The massive cinematic success of the Project Hail Mary film adaptation starring Ryan Gosling has reignited our collective obsession with deep-space secrets and mysterious alien lifeforms. Yet, while the search for extraterrestrial intelligence continues to look toward the stars, scientists have just made a mind-boggling discovery right beneath our feet. An international research initiative has uncovered a colossal, invisible web of microscopic fungi weaving an estimated 110 quadrillion kilometers through Earth's topsoil. This staggering underground network spans a distance so unimaginably vast that it could stretch from our planet to the Sun and back nearly a billion times.

Earth's hidden web

The mind-melting scale of this terrestrial discovery heavily mirrors the premise of Andy Weir’s bestselling sci-fi novel. In his story, audiences are introduced to Astrophage, a microscopic space organism capable of holding and moving immense amounts of energy to dictate cosmic events. While the newly mapped underground networks are completely homegrown and do not possess the sci-fi traits of Astrophage, researchers find the parallel highly accurate. Both instances showcase how an invisible, microscopic biological system can secretly control a larger environment and wield an ecological influence far grander than its physical size suggests.


In reality, these organisms have quietly managed our planet’s well-being for hundreds of millions of years. The breakthroughs regarding these microscopic threads—known scientifically as hyphae—come courtesy of the Society for the Protection of Underground Networks (SPUN). By analyzing over 16,000 distinct soil samples across the globe and utilizing sophisticated computational modeling, the scientific team constructed the most comprehensive map ever made of arbuscular mycorrhizal (AM) fungi.

Nature's climate ally

This complex underground network thrives beneath our local gardens, sweeping grasslands, and ancient forests. It operates as a highly sophisticated natural trade agreement with roughly 70% of all land-based plants. Through the power of photosynthesis, plants create essential sugars and pass this energy down to feed the fungi. In exchange, the fungi act as a subterranean extension of the flora's roots, traveling deep into the soil to retrieve water and essential nutrients like nitrogen and phosphorus that plants otherwise could never reach.

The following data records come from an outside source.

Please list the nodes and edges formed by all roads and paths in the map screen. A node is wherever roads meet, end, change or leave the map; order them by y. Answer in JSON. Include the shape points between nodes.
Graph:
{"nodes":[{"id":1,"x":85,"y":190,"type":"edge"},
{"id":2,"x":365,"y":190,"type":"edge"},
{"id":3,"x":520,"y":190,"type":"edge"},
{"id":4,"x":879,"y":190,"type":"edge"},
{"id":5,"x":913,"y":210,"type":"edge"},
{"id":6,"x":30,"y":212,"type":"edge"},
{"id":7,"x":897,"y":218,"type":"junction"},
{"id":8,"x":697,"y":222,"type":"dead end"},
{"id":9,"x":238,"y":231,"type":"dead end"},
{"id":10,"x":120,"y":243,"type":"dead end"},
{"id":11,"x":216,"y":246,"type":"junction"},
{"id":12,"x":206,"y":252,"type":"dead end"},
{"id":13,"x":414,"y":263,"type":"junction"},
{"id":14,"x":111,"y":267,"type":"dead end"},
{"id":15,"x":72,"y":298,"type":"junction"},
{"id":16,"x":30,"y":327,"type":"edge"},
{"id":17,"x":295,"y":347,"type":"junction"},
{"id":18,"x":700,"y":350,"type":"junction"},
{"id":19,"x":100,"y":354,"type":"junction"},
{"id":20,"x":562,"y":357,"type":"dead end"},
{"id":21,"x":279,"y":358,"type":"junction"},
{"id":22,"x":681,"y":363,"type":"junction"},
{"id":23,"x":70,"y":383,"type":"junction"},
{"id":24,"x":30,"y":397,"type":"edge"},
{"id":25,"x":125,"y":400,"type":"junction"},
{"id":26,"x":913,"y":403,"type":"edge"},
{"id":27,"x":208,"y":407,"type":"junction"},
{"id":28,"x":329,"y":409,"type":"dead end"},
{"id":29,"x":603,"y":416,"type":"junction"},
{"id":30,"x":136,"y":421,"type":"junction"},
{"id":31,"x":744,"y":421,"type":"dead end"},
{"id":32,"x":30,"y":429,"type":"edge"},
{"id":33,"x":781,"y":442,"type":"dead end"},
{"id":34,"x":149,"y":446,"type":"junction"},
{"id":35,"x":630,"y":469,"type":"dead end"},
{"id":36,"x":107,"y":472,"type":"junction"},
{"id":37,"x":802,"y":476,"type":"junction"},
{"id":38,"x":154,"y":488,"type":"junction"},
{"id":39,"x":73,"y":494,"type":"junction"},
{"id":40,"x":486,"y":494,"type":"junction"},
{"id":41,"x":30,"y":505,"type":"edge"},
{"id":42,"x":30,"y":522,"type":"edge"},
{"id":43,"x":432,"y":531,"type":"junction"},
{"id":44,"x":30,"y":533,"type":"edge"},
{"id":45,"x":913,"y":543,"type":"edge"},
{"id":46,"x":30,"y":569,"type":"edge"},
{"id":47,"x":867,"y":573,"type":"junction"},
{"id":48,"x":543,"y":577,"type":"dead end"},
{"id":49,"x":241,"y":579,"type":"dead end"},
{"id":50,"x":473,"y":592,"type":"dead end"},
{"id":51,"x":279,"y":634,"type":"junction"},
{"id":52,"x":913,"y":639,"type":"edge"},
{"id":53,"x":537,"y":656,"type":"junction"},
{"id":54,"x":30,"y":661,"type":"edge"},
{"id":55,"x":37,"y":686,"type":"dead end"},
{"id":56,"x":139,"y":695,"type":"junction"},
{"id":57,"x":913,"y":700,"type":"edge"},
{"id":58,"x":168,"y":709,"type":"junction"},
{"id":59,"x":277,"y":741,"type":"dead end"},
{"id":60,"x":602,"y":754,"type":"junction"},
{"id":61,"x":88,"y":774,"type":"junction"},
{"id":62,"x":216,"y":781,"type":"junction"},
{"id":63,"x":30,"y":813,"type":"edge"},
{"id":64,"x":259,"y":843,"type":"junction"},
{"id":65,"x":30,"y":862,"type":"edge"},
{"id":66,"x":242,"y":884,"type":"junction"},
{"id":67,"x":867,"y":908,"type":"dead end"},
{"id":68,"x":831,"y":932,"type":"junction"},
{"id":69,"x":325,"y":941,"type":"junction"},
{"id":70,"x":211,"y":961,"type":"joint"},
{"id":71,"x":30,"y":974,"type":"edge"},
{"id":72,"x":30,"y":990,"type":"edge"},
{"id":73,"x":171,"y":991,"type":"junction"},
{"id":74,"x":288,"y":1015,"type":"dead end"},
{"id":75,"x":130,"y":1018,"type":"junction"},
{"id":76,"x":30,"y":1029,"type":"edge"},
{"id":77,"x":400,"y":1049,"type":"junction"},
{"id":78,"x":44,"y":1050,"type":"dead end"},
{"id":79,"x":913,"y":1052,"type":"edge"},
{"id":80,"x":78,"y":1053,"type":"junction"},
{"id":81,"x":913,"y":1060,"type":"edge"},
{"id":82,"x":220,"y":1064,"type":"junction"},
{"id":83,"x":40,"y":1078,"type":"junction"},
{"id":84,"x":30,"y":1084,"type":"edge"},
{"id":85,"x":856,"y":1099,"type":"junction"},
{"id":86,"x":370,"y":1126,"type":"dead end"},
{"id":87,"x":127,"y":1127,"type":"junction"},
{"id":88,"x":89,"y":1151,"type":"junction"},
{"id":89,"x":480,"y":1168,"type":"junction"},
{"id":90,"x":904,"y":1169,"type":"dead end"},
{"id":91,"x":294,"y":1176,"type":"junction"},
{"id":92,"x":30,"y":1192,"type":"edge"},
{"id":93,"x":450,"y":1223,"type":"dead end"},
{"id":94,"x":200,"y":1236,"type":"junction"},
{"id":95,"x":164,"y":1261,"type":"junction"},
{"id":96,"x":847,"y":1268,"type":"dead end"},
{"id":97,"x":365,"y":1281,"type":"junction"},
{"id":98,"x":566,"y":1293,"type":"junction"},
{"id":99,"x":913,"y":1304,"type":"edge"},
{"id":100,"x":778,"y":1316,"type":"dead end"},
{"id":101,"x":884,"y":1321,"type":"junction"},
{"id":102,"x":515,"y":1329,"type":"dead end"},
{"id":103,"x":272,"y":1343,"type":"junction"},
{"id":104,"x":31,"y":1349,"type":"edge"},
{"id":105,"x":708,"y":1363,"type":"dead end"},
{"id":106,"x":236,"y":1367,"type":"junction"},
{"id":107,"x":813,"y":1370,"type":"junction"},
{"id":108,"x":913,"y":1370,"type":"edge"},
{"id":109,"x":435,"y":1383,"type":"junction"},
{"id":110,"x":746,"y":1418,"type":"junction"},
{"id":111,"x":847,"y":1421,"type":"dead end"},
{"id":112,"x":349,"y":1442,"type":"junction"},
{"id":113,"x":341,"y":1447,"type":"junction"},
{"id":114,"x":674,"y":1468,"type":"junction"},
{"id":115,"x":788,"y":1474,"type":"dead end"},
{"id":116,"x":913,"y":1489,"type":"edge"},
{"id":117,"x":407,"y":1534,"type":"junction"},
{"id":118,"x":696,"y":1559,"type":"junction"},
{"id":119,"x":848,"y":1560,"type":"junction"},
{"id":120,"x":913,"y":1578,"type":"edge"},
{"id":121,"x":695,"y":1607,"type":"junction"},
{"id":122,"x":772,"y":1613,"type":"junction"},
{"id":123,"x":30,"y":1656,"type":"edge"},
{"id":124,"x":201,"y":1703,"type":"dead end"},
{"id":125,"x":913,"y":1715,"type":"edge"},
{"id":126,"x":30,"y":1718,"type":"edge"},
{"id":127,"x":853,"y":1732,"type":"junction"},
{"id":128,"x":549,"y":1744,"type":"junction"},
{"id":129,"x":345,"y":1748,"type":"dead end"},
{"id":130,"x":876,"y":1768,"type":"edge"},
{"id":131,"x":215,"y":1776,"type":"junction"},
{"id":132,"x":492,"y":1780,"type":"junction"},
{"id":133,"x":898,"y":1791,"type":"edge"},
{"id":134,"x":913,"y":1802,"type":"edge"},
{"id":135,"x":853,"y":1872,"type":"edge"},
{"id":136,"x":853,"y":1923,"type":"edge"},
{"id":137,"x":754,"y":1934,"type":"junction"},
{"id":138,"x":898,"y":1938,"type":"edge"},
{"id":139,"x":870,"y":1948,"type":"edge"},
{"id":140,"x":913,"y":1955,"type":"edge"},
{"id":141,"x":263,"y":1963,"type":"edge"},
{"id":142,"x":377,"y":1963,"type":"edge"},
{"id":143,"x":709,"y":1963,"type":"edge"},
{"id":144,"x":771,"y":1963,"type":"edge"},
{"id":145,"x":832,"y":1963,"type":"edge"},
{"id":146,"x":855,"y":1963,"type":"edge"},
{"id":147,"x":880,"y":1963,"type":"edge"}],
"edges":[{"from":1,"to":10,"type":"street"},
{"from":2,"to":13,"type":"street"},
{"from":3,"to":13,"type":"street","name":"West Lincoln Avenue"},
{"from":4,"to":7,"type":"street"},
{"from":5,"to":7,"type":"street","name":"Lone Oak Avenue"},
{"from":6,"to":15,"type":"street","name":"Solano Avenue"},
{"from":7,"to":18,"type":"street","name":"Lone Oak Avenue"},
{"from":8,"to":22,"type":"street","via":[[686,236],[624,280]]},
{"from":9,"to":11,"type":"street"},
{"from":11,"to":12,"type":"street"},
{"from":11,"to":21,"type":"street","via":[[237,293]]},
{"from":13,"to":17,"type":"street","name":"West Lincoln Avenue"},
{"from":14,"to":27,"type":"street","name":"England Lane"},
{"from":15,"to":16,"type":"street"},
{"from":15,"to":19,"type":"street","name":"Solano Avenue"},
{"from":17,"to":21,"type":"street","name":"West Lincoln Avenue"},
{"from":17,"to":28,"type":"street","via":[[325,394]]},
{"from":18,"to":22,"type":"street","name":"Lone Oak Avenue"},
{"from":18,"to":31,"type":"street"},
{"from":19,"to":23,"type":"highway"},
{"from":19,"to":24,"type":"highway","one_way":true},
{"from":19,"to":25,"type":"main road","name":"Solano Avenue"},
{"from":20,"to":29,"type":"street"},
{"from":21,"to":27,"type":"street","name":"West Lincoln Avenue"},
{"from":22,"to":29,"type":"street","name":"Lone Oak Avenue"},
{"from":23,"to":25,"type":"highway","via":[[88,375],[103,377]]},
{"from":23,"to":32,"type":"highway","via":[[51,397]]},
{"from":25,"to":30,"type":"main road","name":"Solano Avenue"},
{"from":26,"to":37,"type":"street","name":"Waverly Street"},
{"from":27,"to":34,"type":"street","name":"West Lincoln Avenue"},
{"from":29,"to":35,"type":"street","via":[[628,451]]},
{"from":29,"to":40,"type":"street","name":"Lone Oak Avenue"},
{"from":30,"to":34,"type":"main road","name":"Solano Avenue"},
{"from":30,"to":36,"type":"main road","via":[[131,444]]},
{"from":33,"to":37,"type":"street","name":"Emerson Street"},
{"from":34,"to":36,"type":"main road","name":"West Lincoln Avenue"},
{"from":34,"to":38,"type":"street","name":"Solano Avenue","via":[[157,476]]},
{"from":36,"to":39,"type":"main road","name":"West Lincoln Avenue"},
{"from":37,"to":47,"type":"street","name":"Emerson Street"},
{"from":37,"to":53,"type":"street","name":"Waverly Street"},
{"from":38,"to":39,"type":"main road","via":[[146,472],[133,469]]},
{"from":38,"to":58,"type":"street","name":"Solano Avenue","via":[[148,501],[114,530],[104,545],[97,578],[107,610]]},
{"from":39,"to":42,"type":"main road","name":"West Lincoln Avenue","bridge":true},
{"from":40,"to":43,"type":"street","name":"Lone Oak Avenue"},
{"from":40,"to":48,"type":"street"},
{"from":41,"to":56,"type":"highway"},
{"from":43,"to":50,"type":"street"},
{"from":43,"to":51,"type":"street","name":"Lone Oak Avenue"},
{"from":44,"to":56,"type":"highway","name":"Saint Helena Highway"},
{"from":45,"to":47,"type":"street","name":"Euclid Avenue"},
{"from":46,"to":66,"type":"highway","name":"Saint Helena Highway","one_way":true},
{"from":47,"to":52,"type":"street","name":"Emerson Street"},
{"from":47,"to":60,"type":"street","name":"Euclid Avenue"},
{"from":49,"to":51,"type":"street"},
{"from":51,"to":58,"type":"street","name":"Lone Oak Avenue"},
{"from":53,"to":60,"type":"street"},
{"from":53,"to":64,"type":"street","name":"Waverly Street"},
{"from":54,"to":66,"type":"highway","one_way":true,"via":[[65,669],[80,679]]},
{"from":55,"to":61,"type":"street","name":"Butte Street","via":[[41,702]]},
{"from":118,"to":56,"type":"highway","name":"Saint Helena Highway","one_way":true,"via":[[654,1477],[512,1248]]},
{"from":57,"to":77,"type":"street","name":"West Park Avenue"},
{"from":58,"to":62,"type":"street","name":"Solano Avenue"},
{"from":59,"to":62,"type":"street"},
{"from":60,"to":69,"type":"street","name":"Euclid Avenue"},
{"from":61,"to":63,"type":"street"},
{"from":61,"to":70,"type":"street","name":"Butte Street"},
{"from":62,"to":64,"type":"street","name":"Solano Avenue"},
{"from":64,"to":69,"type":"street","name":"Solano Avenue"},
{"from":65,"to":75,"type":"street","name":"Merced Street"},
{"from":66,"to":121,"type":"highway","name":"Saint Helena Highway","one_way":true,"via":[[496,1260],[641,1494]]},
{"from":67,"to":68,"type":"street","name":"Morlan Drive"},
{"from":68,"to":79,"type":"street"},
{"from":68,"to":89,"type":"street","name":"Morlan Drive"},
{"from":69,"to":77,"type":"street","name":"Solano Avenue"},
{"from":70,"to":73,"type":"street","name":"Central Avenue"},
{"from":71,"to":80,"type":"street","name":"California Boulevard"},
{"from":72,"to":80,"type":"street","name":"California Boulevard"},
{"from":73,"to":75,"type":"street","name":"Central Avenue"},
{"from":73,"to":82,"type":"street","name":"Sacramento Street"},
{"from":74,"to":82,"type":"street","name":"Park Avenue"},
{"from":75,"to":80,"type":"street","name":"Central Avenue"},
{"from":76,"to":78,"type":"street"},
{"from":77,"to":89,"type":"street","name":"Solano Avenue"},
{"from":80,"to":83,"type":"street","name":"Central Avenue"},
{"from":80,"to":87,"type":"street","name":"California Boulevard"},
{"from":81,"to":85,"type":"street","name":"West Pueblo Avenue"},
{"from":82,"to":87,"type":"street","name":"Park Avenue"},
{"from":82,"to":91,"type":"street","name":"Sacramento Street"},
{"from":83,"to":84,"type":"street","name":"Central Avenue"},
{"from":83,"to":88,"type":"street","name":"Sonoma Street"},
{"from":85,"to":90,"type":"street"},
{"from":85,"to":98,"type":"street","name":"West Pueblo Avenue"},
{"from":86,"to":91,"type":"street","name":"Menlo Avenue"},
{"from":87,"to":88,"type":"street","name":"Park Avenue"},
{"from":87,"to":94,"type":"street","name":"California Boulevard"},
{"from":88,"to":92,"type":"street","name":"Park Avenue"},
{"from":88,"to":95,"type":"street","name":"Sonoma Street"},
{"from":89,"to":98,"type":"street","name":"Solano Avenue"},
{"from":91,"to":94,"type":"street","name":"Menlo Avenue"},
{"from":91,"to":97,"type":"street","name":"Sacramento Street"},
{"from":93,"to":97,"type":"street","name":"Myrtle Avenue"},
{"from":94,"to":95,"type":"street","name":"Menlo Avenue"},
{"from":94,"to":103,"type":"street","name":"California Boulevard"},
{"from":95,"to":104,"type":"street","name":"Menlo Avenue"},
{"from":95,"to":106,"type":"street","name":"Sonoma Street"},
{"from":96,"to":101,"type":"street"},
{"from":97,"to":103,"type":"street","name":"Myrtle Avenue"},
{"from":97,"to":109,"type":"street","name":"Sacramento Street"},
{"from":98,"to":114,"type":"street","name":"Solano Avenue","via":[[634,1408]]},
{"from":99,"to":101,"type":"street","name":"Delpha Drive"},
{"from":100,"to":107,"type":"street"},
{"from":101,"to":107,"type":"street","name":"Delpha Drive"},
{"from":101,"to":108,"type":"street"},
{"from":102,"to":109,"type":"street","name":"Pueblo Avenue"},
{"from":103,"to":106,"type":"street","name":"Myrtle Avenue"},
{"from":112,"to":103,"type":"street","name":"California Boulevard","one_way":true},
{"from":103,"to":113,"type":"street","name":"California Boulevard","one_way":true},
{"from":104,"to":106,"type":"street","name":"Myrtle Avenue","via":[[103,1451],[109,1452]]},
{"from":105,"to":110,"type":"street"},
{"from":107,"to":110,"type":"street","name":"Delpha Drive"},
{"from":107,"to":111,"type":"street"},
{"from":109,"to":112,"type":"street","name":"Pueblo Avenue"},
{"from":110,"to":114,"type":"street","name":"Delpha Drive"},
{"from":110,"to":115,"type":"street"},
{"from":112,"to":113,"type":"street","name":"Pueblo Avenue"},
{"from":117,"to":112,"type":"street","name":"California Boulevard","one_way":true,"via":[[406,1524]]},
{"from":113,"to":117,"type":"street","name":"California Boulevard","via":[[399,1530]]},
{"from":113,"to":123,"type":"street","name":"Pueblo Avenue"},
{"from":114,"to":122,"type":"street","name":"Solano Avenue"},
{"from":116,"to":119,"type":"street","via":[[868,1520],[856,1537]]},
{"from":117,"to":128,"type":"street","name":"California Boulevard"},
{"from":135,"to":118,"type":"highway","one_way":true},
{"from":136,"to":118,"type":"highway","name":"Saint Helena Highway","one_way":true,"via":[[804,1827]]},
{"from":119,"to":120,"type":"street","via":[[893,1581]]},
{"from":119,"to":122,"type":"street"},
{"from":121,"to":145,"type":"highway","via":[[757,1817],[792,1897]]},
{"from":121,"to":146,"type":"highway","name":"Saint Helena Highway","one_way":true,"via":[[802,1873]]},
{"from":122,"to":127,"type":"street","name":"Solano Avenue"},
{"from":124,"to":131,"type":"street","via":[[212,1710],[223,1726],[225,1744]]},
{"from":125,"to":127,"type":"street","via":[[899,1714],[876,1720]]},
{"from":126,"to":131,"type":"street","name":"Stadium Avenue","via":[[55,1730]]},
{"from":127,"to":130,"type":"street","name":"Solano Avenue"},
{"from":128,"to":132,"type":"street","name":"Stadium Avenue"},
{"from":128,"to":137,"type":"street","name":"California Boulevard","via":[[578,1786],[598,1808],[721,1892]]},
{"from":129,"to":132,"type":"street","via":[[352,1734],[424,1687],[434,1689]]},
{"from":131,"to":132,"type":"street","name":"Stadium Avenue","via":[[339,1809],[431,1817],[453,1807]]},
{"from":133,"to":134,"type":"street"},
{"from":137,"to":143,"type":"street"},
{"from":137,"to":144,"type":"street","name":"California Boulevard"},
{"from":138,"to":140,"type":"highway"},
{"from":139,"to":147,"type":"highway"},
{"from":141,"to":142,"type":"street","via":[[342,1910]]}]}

Because of this interconnected nature, scientists frequently refer to this ecological matrix as the "wood wide web." The subterranean threads structurally link entirely different plants together, serving as a biological highway for nutrients and water. Evidence suggests that plants might even utilize this network to transmit urgent distress signals to neighboring flora when facing impending threats like insect swarms, severe droughts, or rampant diseases. Without this foundational system, a vast majority of land plants would quite simply fail to survive.

Beyond merely feeding the world's flora, this massive network stands as a crucial baseline buffer against modern environmental degradation. The fungi pull carbon-rich compounds deep into the earth, effectively sequestering up to one billion metric tons of atmospheric carbon every single year. The global mapping project pinpointed the absolute highest densities of these networks within untamed, pristine ecosystems like floodplains, wetlands, and natural grasslands. Major wetland territories, specifically South Sudan’s vast Sudd wetlands and Florida’s iconic Everglades, stood out as invaluable global hotspots that are absolutely critical for biodiversity, planetary soil health, and climate stability.